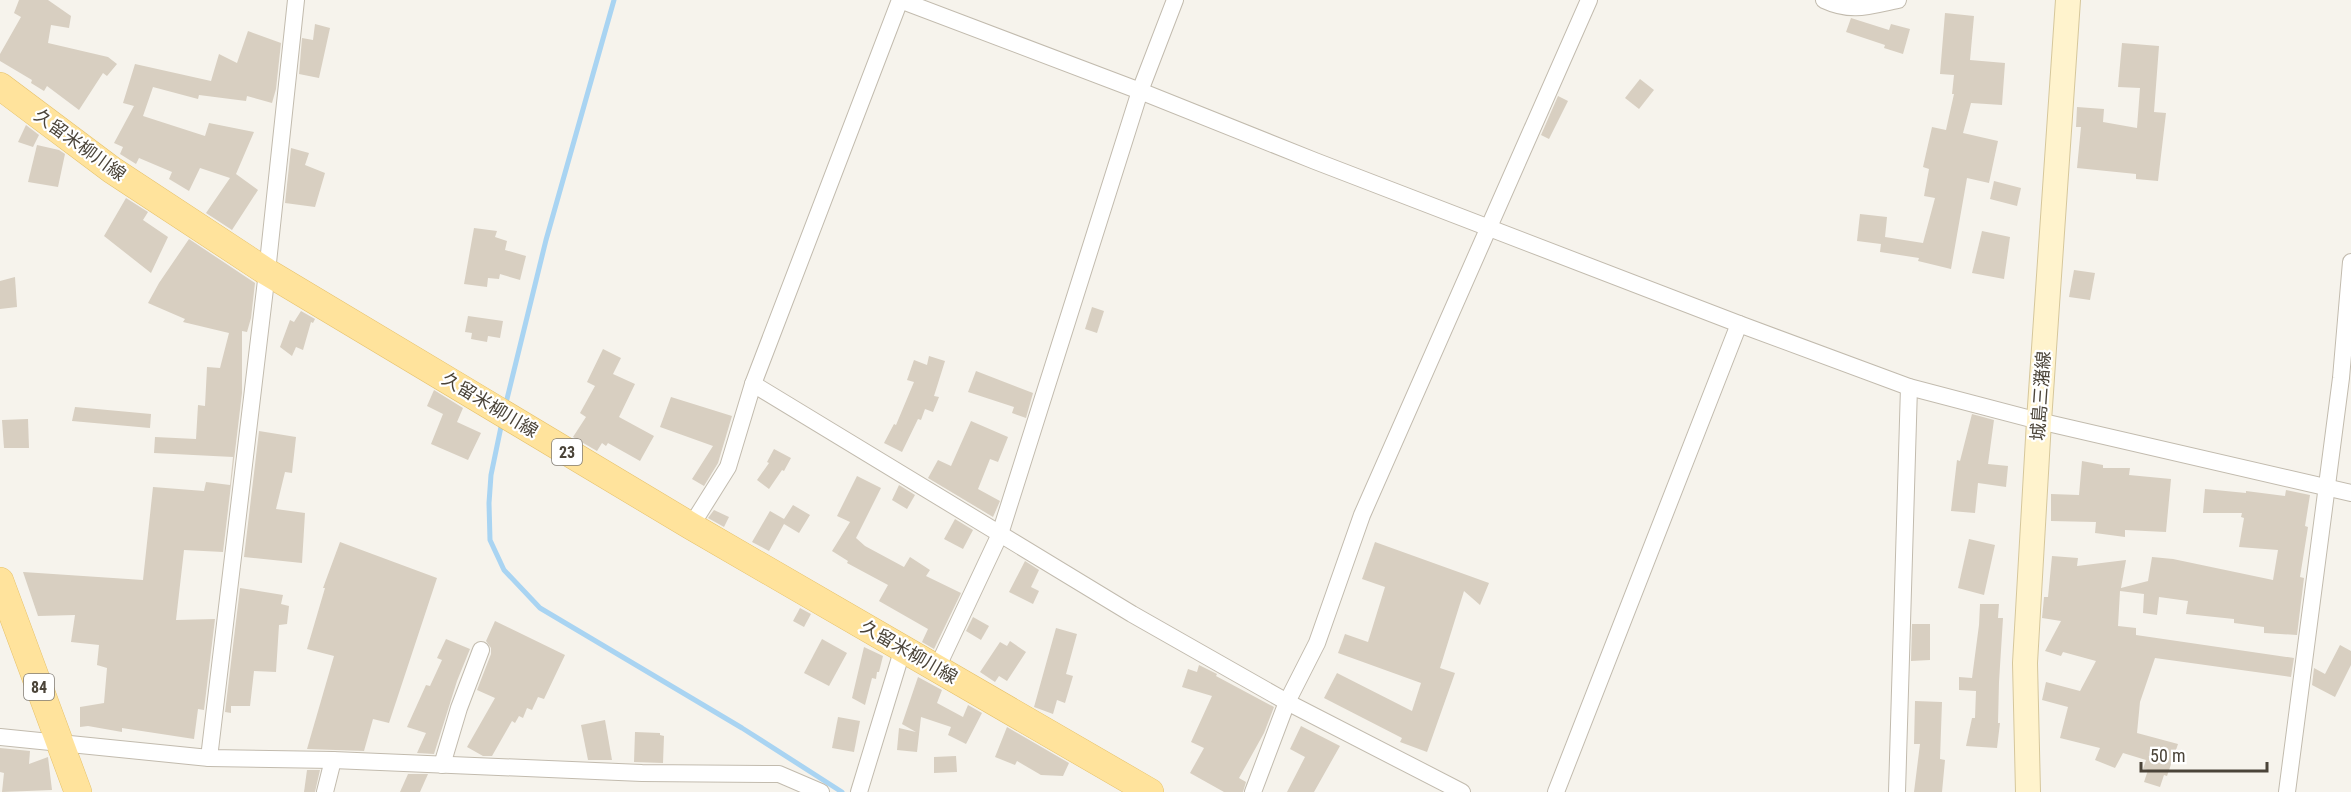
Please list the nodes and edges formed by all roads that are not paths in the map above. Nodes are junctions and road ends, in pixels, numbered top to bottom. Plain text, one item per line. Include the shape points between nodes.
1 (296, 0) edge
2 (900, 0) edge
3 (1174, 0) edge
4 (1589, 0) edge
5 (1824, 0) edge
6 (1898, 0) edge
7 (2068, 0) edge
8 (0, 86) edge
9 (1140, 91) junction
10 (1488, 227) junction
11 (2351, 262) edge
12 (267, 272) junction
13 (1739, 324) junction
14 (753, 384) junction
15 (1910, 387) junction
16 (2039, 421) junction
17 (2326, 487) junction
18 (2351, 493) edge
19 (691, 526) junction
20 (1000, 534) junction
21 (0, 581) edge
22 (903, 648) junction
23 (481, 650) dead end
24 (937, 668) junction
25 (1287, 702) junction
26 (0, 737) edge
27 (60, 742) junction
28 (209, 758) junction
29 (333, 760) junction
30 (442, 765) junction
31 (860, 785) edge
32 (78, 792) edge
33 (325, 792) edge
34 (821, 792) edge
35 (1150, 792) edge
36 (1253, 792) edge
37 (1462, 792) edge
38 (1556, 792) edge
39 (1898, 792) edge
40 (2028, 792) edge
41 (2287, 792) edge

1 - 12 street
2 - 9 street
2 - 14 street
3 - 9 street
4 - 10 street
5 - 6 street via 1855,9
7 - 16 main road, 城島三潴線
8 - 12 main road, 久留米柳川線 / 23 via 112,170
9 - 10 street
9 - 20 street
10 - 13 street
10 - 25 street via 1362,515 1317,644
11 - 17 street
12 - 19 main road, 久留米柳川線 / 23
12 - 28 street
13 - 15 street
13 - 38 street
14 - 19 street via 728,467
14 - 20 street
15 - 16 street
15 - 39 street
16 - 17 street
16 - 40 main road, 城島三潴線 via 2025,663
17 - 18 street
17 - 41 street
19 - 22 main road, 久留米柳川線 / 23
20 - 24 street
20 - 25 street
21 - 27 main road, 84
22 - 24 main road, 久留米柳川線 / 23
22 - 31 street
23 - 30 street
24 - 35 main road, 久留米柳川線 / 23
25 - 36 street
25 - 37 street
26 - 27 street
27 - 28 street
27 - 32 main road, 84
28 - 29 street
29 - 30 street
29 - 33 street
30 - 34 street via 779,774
|---|
_PROBLEM STATEMENT_
Report each line of the entries where the word "main" occurs.

_SOLUTION_
7 - 16 main road, 城島三潴線
8 - 12 main road, 久留米柳川線 / 23 via 112,170
12 - 19 main road, 久留米柳川線 / 23
16 - 40 main road, 城島三潴線 via 2025,663
19 - 22 main road, 久留米柳川線 / 23
21 - 27 main road, 84
22 - 24 main road, 久留米柳川線 / 23
24 - 35 main road, 久留米柳川線 / 23
27 - 32 main road, 84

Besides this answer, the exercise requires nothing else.